For Kristina, who was born after the war, these responses were not sufficient but encouraged her to keep up her activism. After a year of protest that generated huge public attention, the pupils this week got their breakthrough, when it was announced that the Bosniak-only school would not be opened, and all the children would stay together.

The decision though was not enough for the pupils, who rallied to protest to demonstrate that they want more — that segregation in all schools in Bosnia and Herzegovina should be abolished.

"The government is planning to spend more than 1 million convertible marks on supplying new schools and financing the new teaching staff to work in the school, which means that we are making an unnecessary double administration."

'Our School' initiative statement

Prior to the protests, they sent an open letter to officials, in which they state that divisions do not achieve any results and are particularly regressive given the falling number of pupils throughout the education system. “We can’t see any sense that in each class we have [just] five students in the same departments, only with different curricula,” the open letter stated. “In the entirety of the Central Bosnia Canton there has been a 24 percent decline of pupils who enroll in the first grade of secondary schools in the past five years.”

The pupils also pointed out many more problems that seemed self-evident to them: “The government is planning to spend more than 1 million convertible marks (half a million euros) on supplying new schools and financing the new teaching staff to work in the school, which means that we are making an unnecessary double administration. The core needs of secondary school pupils are to attend modernly equipped schools with improved ways of conducting the curriculum. It is necessary to make a curriculum that produces results, where our pupils have quality knowledge passed on to them in order for them to continue their education or to seek a job, where they will be competent to respond to job requirements.”

“Death to Politics — Freedom to Education” the message pupils sent from protests in Travnik. Photo: Milica Pralica.

In May, an informal civic group, Nasa Skola (Our School) which included many teachers, demanded that the school in Jajce be declared experimental, with an inclusive curriculum for all. The idea is to transfer the model throughout BiH. So far they have not received any response from the authorities.

The idea of establishing ‘two schools under one roof’ arose more than 10 years ago through international organizations in BiH, which still have significant powers to make decisions and impose laws in the state.

It was intended to incentivise the sense of security for those who fled from the war, and to serve as an incentive for refugees and internally displaced persons to return to their pre-war homes as soon as possible by offering children the chance to attend school in their own language and with their own curriculum. However critics point out that these curricula are actually dictated by national political parties and that this principle has been misused for years by the authorities, serving as a way of sustaining division along ethnic lines.

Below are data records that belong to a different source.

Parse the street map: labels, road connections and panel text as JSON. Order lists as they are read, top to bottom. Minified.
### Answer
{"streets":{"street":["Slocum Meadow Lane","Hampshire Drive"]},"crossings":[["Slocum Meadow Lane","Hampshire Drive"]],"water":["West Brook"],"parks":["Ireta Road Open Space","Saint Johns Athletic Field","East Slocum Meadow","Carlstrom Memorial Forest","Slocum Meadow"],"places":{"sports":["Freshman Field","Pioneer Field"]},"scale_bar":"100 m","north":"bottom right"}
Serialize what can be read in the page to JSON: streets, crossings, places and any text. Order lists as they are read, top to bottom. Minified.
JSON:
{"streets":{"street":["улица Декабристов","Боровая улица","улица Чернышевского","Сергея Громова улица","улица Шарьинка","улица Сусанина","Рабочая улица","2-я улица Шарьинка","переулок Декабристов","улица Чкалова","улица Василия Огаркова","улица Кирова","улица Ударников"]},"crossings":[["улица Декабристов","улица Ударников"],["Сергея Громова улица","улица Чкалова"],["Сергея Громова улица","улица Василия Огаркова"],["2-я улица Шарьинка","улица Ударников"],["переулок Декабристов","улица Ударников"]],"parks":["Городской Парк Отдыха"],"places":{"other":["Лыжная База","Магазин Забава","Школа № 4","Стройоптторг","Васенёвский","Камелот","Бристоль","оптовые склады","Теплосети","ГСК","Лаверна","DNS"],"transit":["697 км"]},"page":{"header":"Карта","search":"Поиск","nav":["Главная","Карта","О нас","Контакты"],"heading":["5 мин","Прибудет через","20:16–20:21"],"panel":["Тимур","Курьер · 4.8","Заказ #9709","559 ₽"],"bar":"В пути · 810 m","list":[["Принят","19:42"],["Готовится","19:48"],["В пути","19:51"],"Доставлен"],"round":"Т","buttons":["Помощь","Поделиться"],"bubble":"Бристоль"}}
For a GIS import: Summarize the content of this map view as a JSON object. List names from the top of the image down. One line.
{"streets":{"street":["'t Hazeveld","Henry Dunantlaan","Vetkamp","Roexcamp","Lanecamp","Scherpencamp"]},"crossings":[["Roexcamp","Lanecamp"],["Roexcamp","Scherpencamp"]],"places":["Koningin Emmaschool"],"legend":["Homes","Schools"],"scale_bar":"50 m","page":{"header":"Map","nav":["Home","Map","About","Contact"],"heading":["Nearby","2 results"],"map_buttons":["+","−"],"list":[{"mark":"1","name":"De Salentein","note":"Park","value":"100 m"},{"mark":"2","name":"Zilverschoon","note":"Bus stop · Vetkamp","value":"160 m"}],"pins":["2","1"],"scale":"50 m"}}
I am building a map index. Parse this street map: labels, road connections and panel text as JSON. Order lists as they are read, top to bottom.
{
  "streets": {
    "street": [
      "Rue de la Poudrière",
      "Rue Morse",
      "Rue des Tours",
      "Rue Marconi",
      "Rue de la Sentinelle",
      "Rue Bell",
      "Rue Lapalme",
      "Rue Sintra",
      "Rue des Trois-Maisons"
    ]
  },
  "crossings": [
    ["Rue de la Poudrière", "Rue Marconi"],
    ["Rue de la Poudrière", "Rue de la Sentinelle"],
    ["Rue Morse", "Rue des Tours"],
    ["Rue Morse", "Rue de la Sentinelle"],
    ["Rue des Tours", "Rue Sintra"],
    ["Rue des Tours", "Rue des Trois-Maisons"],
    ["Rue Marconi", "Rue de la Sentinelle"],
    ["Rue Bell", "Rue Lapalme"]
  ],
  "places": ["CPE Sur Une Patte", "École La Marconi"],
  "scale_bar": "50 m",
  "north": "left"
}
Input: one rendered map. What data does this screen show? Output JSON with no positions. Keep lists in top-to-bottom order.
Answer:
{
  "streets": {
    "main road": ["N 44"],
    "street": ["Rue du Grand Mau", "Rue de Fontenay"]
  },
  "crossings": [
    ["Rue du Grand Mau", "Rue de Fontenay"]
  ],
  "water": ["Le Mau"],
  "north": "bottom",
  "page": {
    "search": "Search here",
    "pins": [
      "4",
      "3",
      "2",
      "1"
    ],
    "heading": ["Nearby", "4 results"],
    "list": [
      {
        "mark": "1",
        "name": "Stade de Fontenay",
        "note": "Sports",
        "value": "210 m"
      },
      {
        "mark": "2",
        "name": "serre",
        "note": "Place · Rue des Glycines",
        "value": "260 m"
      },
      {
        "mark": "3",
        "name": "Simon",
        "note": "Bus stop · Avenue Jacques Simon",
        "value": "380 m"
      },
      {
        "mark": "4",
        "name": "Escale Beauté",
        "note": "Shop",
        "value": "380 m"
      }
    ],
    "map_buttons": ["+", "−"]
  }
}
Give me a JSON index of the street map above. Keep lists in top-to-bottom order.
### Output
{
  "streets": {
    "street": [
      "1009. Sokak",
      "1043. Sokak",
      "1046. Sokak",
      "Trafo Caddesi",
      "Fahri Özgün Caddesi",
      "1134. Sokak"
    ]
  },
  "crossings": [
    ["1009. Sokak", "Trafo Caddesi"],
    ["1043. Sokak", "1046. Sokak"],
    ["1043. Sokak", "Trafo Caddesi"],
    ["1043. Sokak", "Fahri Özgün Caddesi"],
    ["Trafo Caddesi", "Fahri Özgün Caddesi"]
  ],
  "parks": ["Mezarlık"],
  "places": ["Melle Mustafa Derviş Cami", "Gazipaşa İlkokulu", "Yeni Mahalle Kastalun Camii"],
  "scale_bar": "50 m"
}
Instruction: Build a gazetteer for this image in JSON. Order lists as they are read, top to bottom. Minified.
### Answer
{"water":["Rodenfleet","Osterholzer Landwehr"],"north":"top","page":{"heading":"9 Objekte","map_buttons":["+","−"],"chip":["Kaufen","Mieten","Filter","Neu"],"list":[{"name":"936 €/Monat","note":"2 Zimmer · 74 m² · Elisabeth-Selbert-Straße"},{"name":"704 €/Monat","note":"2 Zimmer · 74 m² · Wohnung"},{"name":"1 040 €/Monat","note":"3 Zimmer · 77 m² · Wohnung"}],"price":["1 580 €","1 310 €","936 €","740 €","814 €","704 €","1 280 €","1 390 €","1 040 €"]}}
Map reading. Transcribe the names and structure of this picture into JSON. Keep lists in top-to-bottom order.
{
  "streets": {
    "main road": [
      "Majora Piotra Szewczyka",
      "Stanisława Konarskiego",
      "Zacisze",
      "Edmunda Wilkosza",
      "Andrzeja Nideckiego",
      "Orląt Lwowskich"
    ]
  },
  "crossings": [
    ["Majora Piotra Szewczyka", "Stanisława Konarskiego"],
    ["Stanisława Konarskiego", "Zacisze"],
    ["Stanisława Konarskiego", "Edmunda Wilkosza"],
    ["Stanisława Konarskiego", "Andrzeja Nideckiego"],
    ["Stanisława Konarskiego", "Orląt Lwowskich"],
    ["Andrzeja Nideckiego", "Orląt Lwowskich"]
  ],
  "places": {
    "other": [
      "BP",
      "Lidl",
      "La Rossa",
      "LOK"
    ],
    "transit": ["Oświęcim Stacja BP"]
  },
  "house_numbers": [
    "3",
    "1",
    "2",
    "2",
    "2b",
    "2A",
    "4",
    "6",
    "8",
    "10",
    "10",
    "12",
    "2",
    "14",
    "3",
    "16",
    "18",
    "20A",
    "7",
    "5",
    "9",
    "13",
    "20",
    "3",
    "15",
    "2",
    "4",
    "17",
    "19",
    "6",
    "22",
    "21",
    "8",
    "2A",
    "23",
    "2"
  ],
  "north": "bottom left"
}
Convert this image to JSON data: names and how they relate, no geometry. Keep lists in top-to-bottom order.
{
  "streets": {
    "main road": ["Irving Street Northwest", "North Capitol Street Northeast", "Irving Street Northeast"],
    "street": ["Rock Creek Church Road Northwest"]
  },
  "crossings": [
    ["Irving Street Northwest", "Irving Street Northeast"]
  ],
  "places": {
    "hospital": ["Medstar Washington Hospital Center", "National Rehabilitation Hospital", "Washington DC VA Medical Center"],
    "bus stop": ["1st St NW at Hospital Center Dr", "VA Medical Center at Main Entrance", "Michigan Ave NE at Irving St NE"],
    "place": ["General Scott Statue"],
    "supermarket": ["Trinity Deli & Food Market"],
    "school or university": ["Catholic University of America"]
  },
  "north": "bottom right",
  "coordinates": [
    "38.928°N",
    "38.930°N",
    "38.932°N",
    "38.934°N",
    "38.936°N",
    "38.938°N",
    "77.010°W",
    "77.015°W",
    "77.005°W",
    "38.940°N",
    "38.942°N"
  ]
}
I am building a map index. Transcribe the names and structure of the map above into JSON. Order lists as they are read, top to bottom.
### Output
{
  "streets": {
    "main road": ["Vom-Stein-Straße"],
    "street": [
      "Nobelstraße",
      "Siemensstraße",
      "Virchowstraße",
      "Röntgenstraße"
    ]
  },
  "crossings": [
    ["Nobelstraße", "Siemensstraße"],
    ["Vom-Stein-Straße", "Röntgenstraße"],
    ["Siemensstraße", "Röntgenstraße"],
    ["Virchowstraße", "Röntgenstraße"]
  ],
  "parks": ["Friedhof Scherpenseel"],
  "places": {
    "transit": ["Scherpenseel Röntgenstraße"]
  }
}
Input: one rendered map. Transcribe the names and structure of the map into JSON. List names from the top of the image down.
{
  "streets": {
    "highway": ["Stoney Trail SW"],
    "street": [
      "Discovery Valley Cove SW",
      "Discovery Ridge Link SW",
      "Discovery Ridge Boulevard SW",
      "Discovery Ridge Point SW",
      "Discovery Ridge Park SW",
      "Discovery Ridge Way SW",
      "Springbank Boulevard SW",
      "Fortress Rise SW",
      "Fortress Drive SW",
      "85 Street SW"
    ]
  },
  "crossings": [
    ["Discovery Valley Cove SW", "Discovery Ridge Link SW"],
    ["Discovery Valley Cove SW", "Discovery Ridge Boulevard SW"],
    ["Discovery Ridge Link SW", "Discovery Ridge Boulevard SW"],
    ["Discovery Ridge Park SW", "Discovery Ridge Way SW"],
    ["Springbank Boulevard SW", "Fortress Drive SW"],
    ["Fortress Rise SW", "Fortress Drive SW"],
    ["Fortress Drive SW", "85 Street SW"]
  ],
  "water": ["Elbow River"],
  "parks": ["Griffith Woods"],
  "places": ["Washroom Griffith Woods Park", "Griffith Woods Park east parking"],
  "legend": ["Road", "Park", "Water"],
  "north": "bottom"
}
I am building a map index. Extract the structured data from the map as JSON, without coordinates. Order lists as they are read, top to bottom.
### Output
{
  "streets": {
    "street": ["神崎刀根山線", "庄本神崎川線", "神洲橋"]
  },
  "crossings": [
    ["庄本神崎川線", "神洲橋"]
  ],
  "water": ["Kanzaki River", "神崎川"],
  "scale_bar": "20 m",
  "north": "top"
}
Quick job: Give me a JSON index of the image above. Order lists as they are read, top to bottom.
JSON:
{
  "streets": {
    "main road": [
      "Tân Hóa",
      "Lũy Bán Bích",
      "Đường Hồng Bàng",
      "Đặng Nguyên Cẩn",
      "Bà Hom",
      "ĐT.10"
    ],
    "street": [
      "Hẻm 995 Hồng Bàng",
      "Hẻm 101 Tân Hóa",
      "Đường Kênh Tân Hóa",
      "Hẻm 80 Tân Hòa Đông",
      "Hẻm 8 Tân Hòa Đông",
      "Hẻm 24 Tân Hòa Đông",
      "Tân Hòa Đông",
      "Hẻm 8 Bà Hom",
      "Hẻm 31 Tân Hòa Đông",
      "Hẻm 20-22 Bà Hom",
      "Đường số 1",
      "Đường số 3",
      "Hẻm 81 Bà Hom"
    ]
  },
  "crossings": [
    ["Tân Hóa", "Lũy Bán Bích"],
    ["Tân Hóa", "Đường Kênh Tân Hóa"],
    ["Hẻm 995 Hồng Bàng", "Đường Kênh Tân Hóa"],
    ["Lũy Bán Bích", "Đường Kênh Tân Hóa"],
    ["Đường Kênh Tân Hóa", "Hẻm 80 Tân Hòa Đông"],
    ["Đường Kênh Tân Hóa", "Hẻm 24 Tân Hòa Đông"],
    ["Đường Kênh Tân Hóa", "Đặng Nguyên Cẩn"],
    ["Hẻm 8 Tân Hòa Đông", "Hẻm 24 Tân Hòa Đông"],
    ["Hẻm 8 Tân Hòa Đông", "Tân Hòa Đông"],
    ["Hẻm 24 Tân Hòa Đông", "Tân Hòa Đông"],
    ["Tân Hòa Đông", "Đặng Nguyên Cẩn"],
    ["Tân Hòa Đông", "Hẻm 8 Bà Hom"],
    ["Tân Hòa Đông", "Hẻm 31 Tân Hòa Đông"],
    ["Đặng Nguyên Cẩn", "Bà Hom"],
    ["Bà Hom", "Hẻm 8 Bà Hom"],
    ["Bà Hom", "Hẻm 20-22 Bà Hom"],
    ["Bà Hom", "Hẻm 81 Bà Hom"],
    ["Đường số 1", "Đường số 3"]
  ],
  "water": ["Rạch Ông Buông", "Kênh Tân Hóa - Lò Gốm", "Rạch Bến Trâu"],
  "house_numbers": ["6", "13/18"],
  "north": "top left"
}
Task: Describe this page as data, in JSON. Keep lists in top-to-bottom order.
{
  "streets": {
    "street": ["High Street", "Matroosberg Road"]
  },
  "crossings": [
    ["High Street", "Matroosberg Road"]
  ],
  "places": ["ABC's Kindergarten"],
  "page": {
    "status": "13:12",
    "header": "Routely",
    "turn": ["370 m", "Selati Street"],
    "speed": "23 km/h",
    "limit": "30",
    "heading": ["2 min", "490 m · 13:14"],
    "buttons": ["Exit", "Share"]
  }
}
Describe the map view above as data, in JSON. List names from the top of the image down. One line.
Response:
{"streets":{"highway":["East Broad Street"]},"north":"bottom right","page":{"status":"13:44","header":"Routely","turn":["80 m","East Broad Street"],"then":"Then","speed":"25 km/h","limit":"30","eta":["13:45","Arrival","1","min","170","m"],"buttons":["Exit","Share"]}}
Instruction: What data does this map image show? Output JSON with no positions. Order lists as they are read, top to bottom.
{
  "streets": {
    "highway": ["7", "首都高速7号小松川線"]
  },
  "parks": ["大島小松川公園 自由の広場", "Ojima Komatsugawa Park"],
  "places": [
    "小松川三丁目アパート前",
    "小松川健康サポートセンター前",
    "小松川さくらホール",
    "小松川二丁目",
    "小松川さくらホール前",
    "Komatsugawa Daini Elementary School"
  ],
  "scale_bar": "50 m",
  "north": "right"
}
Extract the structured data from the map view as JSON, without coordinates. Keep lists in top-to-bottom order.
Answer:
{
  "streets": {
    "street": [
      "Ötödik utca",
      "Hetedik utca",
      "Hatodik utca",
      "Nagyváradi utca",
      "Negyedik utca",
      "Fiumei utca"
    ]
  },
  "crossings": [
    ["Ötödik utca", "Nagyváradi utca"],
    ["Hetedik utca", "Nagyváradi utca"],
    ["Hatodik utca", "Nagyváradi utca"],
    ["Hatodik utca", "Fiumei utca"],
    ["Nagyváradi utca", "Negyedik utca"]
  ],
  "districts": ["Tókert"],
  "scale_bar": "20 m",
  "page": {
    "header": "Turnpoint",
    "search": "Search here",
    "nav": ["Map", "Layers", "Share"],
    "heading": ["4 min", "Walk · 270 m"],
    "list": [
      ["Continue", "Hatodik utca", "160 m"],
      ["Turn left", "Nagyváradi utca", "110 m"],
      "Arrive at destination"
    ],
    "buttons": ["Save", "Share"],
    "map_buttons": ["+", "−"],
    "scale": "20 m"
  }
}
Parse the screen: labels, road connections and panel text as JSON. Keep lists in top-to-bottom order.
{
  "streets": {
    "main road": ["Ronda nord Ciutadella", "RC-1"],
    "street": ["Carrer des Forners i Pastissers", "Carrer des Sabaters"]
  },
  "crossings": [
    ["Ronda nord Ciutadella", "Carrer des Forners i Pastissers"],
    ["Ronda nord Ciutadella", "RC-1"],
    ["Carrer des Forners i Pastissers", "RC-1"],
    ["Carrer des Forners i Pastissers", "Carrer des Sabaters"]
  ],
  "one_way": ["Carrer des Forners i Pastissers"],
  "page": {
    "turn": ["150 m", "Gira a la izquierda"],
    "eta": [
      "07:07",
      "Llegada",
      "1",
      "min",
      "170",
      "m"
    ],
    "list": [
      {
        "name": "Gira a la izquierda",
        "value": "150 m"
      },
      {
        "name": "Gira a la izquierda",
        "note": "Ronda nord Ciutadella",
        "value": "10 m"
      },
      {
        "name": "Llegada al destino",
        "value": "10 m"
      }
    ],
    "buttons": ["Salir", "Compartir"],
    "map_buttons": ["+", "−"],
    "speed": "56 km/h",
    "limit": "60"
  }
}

The original idea was for these schools to exist only for a short period of time, but they have never been replaced. Those who oppose the ‘two schools under one roof’ system, accuse local politicians of trying to keep this system based on ethnic divisions up and running in the hope that it will keep generations divided. But the new generation has showed that they have achieved the opposite effect, and that young people want to live together more than even before.K

*Kristina’s surname has not been published at her request as she did not have parental permission.

Feature image: Nidzara Ahmetasevic / K2.0.